[[ TASK MATERIAL open ]]

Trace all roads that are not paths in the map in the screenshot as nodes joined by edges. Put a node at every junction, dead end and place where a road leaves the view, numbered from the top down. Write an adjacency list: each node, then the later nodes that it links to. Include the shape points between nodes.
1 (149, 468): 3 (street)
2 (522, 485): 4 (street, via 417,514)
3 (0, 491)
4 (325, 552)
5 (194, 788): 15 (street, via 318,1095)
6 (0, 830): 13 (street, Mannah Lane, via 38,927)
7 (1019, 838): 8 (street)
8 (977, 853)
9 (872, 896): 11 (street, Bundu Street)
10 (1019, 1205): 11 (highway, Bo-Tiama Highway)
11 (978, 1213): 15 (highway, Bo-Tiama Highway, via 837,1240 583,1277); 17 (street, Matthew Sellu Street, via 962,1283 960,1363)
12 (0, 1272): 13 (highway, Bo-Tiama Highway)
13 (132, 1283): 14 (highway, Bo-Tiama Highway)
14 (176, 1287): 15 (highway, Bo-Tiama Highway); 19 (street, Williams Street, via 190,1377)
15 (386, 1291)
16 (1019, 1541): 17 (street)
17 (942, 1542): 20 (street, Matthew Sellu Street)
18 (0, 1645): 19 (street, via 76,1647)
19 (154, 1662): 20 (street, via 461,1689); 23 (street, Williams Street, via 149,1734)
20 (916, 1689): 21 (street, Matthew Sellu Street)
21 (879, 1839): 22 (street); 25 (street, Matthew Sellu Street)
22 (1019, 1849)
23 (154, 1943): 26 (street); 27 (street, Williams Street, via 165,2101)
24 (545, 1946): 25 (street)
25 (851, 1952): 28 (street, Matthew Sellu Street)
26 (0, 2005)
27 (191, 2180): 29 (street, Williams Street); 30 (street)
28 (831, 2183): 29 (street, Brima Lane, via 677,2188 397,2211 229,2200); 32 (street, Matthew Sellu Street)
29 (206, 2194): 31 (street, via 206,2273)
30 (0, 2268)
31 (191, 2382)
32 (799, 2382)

[[ TASK MATERIAL closed ]]

## YOUR ASSIGNMENT
Print each of the lines above again, unchanged.

## SOLUTION FOR THIS PROBLEM
Trace all roads that are not paths in the map in the screenshot as nodes joined by edges. Put a node at every junction, dead end and place where a road leaves the view, numbered from the top down. Write an adjacency list: each node, then the later nodes that it links to. Include the shape points between nodes.
1 (149, 468): 3 (street)
2 (522, 485): 4 (street, via 417,514)
3 (0, 491)
4 (325, 552)
5 (194, 788): 15 (street, via 318,1095)
6 (0, 830): 13 (street, Mannah Lane, via 38,927)
7 (1019, 838): 8 (street)
8 (977, 853)
9 (872, 896): 11 (street, Bundu Street)
10 (1019, 1205): 11 (highway, Bo-Tiama Highway)
11 (978, 1213): 15 (highway, Bo-Tiama Highway, via 837,1240 583,1277); 17 (street, Matthew Sellu Street, via 962,1283 960,1363)
12 (0, 1272): 13 (highway, Bo-Tiama Highway)
13 (132, 1283): 14 (highway, Bo-Tiama Highway)
14 (176, 1287): 15 (highway, Bo-Tiama Highway); 19 (street, Williams Street, via 190,1377)
15 (386, 1291)
16 (1019, 1541): 17 (street)
17 (942, 1542): 20 (street, Matthew Sellu Street)
18 (0, 1645): 19 (street, via 76,1647)
19 (154, 1662): 20 (street, via 461,1689); 23 (street, Williams Street, via 149,1734)
20 (916, 1689): 21 (street, Matthew Sellu Street)
21 (879, 1839): 22 (street); 25 (street, Matthew Sellu Street)
22 (1019, 1849)
23 (154, 1943): 26 (street); 27 (street, Williams Street, via 165,2101)
24 (545, 1946): 25 (street)
25 (851, 1952): 28 (street, Matthew Sellu Street)
26 (0, 2005)
27 (191, 2180): 29 (street, Williams Street); 30 (street)
28 (831, 2183): 29 (street, Brima Lane, via 677,2188 397,2211 229,2200); 32 (street, Matthew Sellu Street)
29 (206, 2194): 31 (street, via 206,2273)
30 (0, 2268)
31 (191, 2382)
32 (799, 2382)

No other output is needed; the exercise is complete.